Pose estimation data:
===============

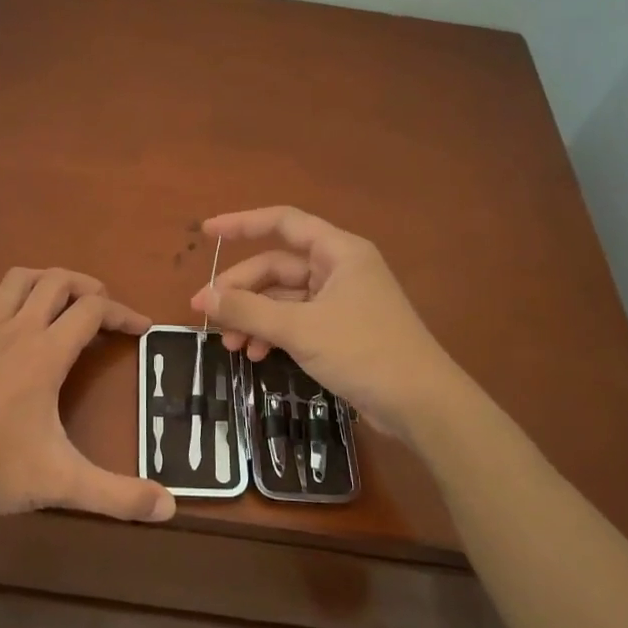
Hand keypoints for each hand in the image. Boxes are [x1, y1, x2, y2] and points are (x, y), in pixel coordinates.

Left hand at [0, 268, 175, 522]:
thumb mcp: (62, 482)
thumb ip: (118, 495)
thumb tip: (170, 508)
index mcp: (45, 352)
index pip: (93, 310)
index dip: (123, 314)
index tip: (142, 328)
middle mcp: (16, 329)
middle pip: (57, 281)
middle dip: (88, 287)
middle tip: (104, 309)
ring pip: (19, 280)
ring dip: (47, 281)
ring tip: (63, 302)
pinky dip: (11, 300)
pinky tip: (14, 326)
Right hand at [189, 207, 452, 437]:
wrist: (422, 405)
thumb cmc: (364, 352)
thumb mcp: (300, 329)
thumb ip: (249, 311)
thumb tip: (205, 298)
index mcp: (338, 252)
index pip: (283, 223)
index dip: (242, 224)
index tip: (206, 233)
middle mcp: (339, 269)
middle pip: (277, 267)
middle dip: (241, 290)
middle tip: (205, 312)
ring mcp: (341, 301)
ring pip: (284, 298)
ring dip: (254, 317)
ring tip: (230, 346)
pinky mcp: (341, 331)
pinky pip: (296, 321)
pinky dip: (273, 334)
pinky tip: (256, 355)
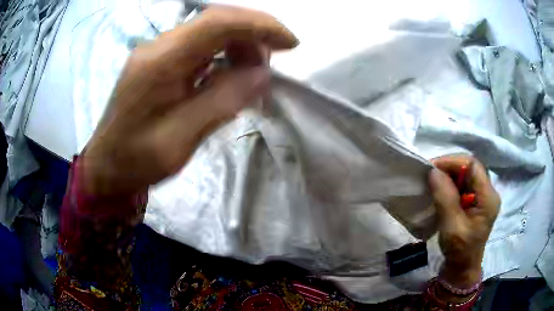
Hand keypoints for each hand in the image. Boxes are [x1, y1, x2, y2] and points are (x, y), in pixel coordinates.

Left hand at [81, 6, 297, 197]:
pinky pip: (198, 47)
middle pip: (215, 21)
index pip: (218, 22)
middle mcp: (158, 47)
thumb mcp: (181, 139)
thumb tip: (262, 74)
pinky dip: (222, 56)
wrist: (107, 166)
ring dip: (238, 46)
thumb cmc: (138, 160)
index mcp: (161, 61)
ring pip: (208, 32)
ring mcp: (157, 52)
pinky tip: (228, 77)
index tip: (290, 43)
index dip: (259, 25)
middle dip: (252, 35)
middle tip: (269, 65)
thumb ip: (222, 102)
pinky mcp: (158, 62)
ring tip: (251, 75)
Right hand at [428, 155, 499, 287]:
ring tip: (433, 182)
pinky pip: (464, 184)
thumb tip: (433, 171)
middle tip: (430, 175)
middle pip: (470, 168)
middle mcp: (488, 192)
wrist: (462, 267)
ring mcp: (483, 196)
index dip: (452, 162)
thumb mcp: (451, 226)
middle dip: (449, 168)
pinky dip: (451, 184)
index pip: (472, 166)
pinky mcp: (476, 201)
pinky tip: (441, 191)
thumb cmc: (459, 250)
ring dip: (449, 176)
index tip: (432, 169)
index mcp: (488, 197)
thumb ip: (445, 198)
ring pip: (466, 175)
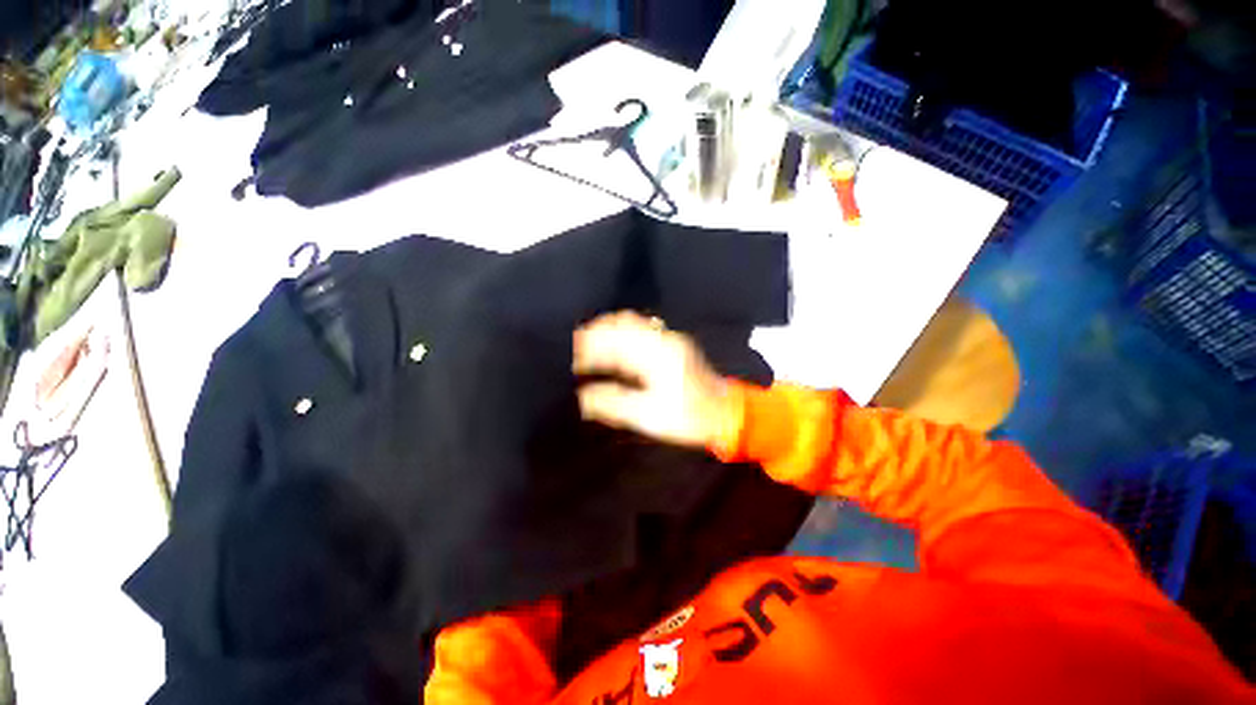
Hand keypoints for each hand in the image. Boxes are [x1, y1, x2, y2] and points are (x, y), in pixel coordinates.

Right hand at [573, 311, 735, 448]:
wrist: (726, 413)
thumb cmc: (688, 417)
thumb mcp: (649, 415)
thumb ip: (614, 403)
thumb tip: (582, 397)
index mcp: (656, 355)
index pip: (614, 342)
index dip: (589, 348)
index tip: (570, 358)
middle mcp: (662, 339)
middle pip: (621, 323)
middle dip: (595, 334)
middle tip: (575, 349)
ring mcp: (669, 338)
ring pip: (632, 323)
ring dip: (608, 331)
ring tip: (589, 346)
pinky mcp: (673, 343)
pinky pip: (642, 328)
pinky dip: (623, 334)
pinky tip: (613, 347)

===============

- DIRECTIONS FOR THIS TASK:
When you reach the line that has "middle tip: (205, 312)" in the data above, start repeating lines exactly, and stop after the line that has "ring tip: (251, 75)"; pictures stay out.

- SOLUTION TO THIS PROBLEM:
middle tip: (205, 312)
ring mcp: (341, 301)
ring pip: (284, 298)
ring dip: (254, 317)
ring tip: (230, 346)
pinky mcp: (341, 331)
pinky pip: (296, 321)
pinky dip: (273, 334)
pinky tip: (256, 355)
Hand keypoints for each hand in the image. Boxes are [x1, y1, x2, y2] and points are (x, y), in pixel coordinates.

Left hand at [81, 6, 297, 197]:
pinky pip: (198, 47)
middle pip: (215, 21)
index pip: (218, 22)
middle mcp: (158, 47)
thumb mcp: (181, 139)
thumb tip: (262, 74)
pinky dip: (222, 56)
wrist: (107, 166)
ring dip: (238, 46)
thumb cmc: (138, 160)
index mcp: (161, 61)
ring pip: (208, 32)
ring mcp: (157, 52)
pinky tip: (228, 77)
index tip: (290, 43)
index dip: (259, 25)
middle dip: (252, 35)
middle tip: (269, 65)
thumb ip: (222, 102)
pinky mcp: (158, 62)
ring tip: (251, 75)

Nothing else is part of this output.